Material provided
Content starts

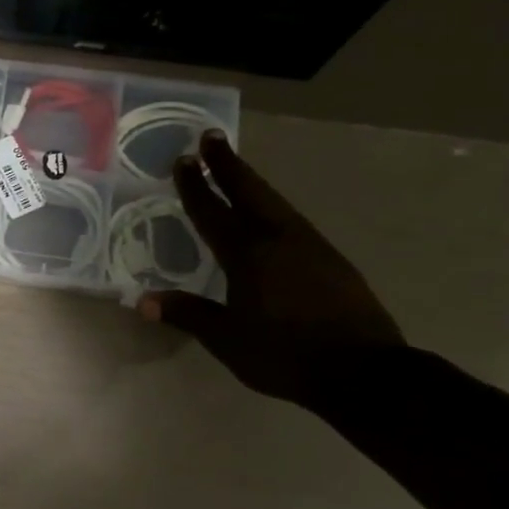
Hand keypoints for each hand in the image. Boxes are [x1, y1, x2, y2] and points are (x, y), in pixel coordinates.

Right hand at [138, 131, 404, 403]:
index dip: (196, 186)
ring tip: (237, 171)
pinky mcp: (332, 260)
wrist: (363, 371)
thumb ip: (188, 314)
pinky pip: (293, 221)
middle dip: (228, 164)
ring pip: (275, 203)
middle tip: (212, 137)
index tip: (183, 160)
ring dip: (252, 183)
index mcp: (248, 255)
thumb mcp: (227, 339)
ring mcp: (311, 246)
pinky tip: (273, 218)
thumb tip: (144, 301)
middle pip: (250, 191)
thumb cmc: (285, 354)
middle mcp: (280, 239)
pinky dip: (274, 207)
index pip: (214, 212)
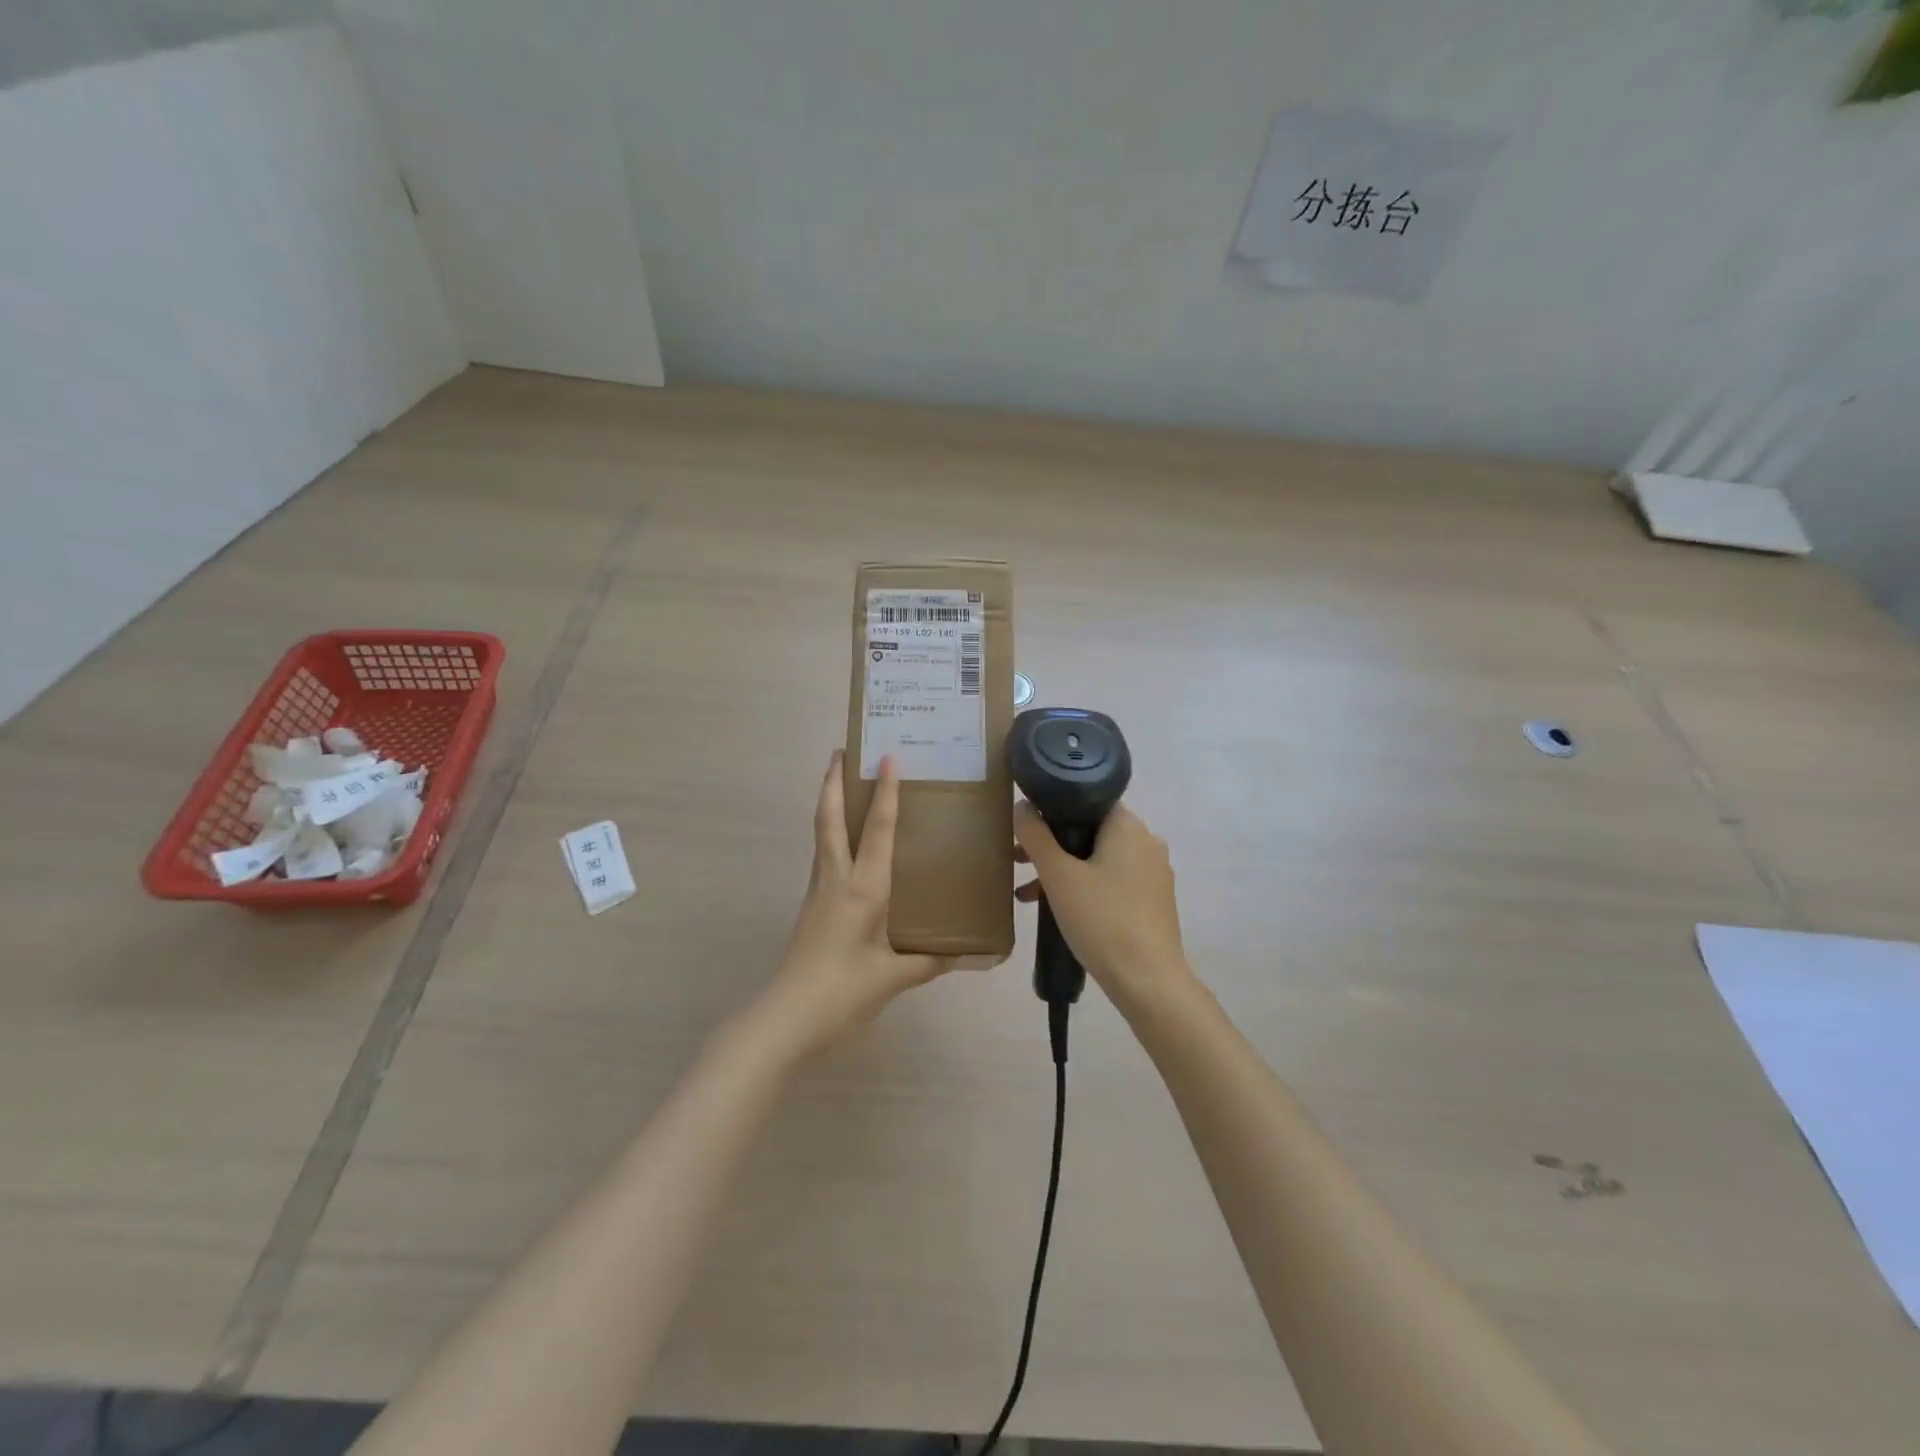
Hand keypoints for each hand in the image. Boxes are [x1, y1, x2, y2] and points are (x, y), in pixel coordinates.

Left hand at [759, 751, 953, 1055]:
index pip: (875, 830)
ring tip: (843, 782)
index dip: (884, 793)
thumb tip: (966, 951)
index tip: (887, 758)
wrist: (786, 1018)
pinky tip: (849, 843)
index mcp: (862, 889)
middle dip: (833, 782)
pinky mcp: (813, 905)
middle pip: (829, 818)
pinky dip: (833, 832)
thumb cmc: (842, 992)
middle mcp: (836, 879)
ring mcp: (819, 891)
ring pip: (822, 834)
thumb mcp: (894, 978)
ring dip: (830, 803)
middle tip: (842, 751)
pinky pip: (825, 855)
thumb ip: (931, 960)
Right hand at [1014, 802, 1195, 1013]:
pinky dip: (1085, 887)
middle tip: (1018, 861)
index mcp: (1128, 826)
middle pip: (1090, 830)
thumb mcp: (1058, 876)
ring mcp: (1153, 872)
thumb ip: (1036, 836)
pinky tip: (1059, 910)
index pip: (1087, 799)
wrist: (1148, 981)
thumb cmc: (1101, 919)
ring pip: (1098, 858)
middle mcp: (1147, 841)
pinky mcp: (1153, 900)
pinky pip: (1112, 880)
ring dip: (1063, 870)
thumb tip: (1023, 805)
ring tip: (1028, 894)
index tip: (1025, 827)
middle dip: (1051, 845)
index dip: (1052, 808)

Content ends

Directions for this task
If the word "hand" is on a line above, return that line.

Solution for this task
Hand keypoints for each hand in the image. Boxes are [x1, y1, x2, y2] and points are (x, y), in pixel coordinates.
Right hand at [138, 131, 404, 403]:
Hand keypoints for each hand in the image. Boxes are [x1, y1, x2, y2] and points are (x, y), in pixel coordinates.
Left hand at [759, 751, 953, 1055]:
Right hand at [1014, 802, 1195, 1013]:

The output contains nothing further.